Shopify's CEO has told employees that teams must show that a new hire's work couldn't be done by AI before upping head count.
Cheng Xin/Getty Images

Thought partner. Researcher. Critic. Tutor. These are some of the roles that workers at the e-commerce platform Shopify should be using AI to fulfill, according to CEO Tobi Lütke.

He wrote a memo, posted on X this week, saying that before asking for increased human head count, teams must show that the new hire's work couldn't be done by AI.

You could say AI is pretty good at the three Rs: reading, writing and research. 

And that means it’s also good at “marketing, some light legal stuff. They work really well as a second opinion, as a second set of eyes on something,” said Wharton professor Ethan Mollick, author of the book “Co-Intelligence: Living and Working with AI.” 

Experimenting with AI for five to 10 hours helps workers figure out what it can help them do, he said. Lots of companies are providing AI tools to their employees and encouraging — or sometimes requiring — that they use them.

“But then the question is, ‘I've learned this for my company. Do I give this to the company? How do I get credit for that? And if I do end up, you know, letting the AI do my work, what happens to me and my friends then?’” said Mollick.

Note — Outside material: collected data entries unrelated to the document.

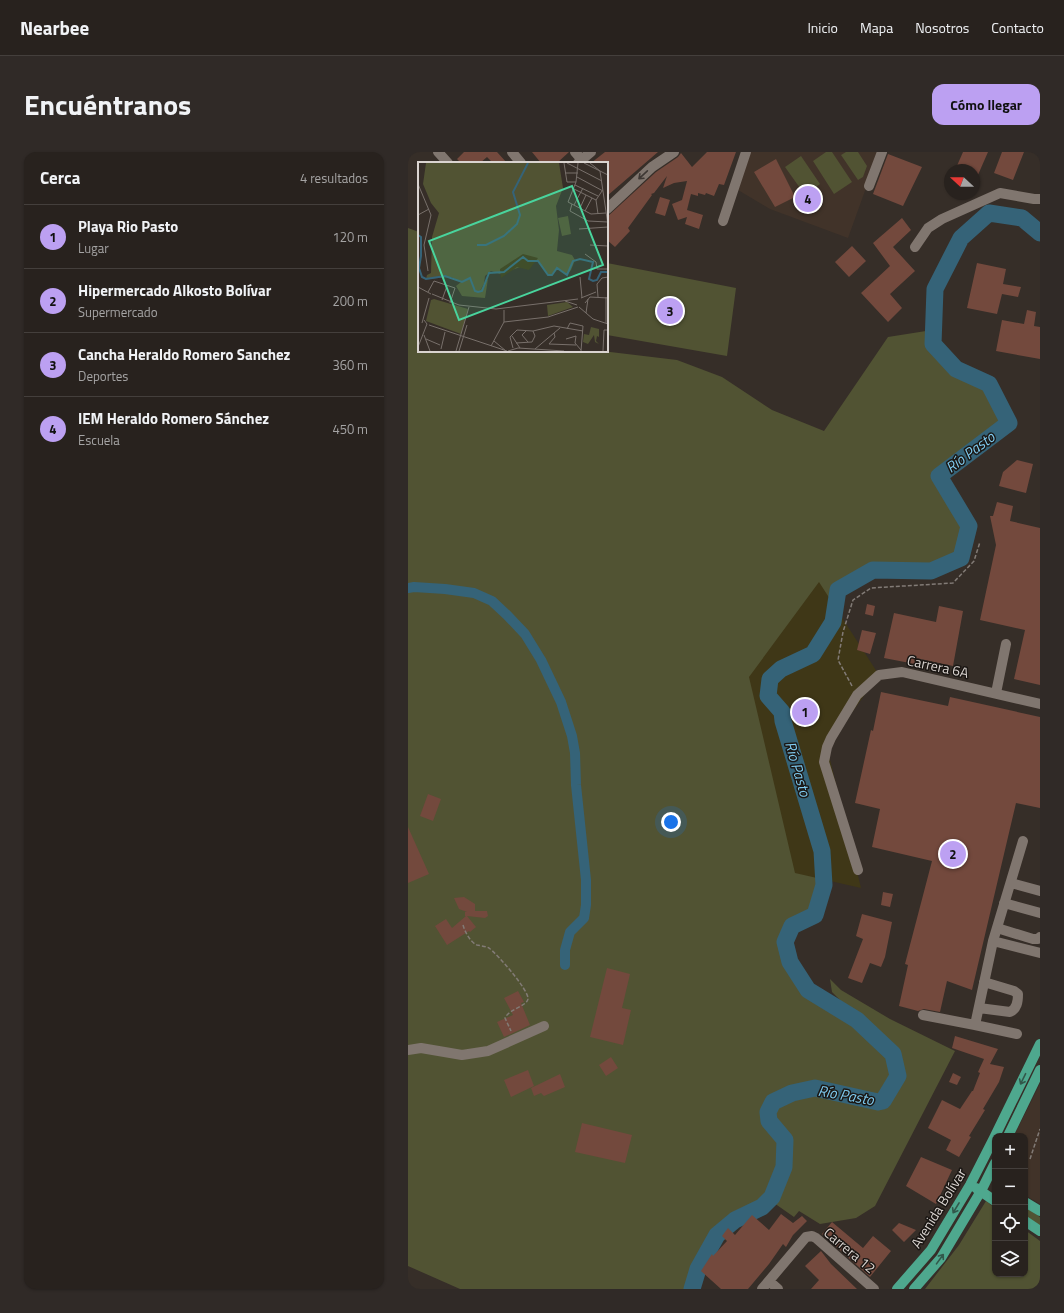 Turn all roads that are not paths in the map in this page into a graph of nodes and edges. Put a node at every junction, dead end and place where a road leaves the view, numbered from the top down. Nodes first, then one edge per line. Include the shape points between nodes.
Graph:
1 (438, 152) edge
2 (512, 152) edge
3 (591, 152) edge
4 (674, 152) edge
5 (746, 152) edge
6 (882, 152) edge
7 (579, 158) edge
8 (447, 162) edge
9 (520, 162) edge
10 (869, 186) dead end
11 (1040, 199) edge
12 (608, 208) edge
13 (723, 221) dead end
14 (915, 247) dead end
15 (1006, 644) dead end
16 (996, 693) junction
17 (1040, 704) edge
18 (1023, 841) dead end
19 (858, 870) dead end
20 (1010, 883) junction
21 (1040, 891) edge
22 (1004, 903) junction
23 (1040, 913) edge
24 (997, 928) junction
25 (1040, 937) edge
26 (993, 941) junction
27 (1040, 953) edge
28 (984, 982) junction
29 (979, 1008) junction
30 (923, 1015) dead end
31 (975, 1025) junction
32 (544, 1026) dead end
33 (1017, 1034) dead end
34 (1040, 1044) edge
35 (408, 1050) edge
36 (1040, 1070) edge
37 (996, 1133) edge
38 (1009, 1133) edge
39 (992, 1142) edge
40 (994, 1169) edge
41 (978, 1172) junction
42 (991, 1180) edge
43 (970, 1185) junction
44 (981, 1191) junction
45 (992, 1199) edge
46 (1028, 1204) edge
47 (1040, 1211) edge
48 (1028, 1223) edge
49 (1040, 1231) edge
50 (765, 1285) edge
51 (778, 1289) edge
52 (874, 1289) edge
53 (897, 1289) edge
54 (914, 1289) edge

1 - 8 street
2 - 9 street
3 - 7 street
4 -> 12 street via 652,167
5 - 13 street
6 - 10 street
11 - 14 street via 1000,193 942,219 928,228
15 - 16 street
16 - 17 street, Carrera 6A
16 - 19 street, Carrera 6A via 902,672 879,675 857,695 831,738 824,762
18 - 20 street
20 - 21 street
20 - 22 street
22 - 23 street
22 - 24 street
24 - 25 street via 1033,939
24 - 26 street
26 - 27 street
26 - 28 street
28 - 29 street
28 - 29 street via 1014,991 1018,994 1018,1002 1014,1011 1010,1012
29 - 31 street
30 - 31 street
31 - 33 street
32 - 35 street via 488,1051 462,1055 421,1048
34 -> 37 main road, Avenida Bolívar
36 - 38 main road
39 - 41 main road, Avenida Bolívar
40 - 42 main road, Avenida Bolívar
41 - 42 main road
41 - 43 main road, Avenida Bolívar
42 - 44 main road, Avenida Bolívar
43 - 44 main road
43 -> 53 main road, Avenida Bolívar via 931,1250
44 - 45 main road
54 -> 44 main road, Avenida Bolívar via 941,1258
46 - 47 main road
48 - 49 main road
50 - 51 street
50 - 52 street, Carrera 12 via 806,1237 812,1236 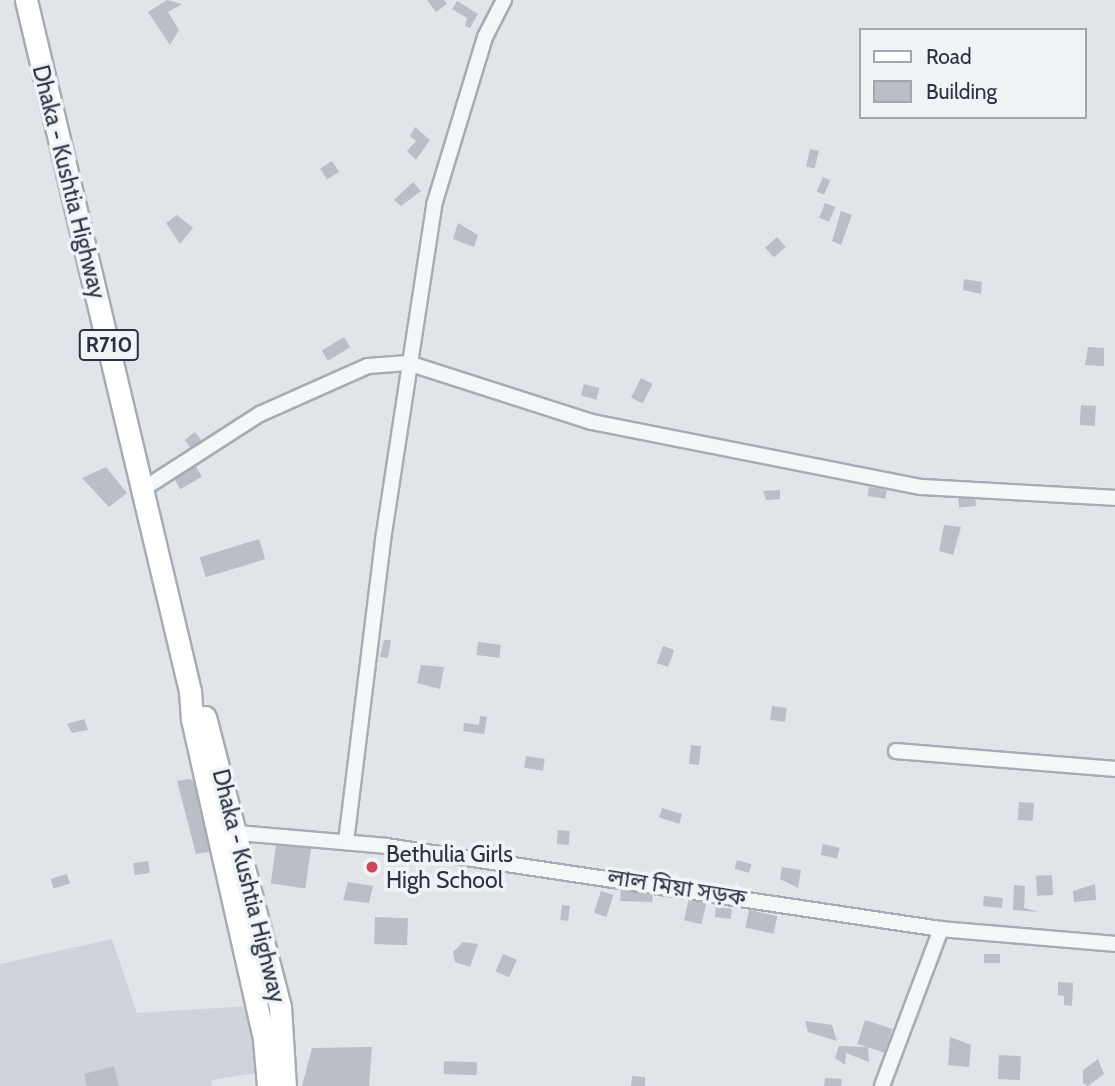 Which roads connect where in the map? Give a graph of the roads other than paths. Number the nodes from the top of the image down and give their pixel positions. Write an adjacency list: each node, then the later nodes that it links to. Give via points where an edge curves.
1 (26, 0): 4 (main road, Dhaka - Kushtia Highway / R710)
2 (504, 0): 3 (street, via 485,37 434,205)
3 (408, 363): 4 (street, via 368,366 260,414); 5 (street, via 592,422 921,487); 10 (street)
4 (143, 489): 6 (main road, Dhaka - Kushtia Highway / R710)
5 (1115, 498)
6 (190, 691): 9 (main road, Dhaka - Kushtia Highway / R710, via 206,721); 13 (main road, Dhaka - Kushtia Highway / R710, via 192,719 261,1027)
7 (896, 751): 8 (street)
8 (1115, 769)
9 (238, 833): 10 (street, লাল মিয়া সড়ক); 14 (main road, Dhaka - Kushtia Highway / R710, via 280,1007)
10 (346, 842): 11 (street, লাল মিয়া সড়ক, via 605,876)
11 (941, 929): 12 (street, লাল মিয়া সড়ক); 15 (street)
12 (1115, 944)
13 (268, 1086)
14 (285, 1086)
15 (883, 1086)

There are some jobs that could be at risk. Harvard labor economist David Deming has anecdotally heard that firms are slower to hire certain kinds of workers — think people who do payroll, billing or administrative support. And it probably doesn’t end there. 

“I don't think it's coming for everybody's job, but it's coming for parts of almost everybody's job,” he said.

Also, Deming points out that as good as AI may be now, this is the worst this technology will ever be. It’s just going keep getting better, so it’s best to be prepared.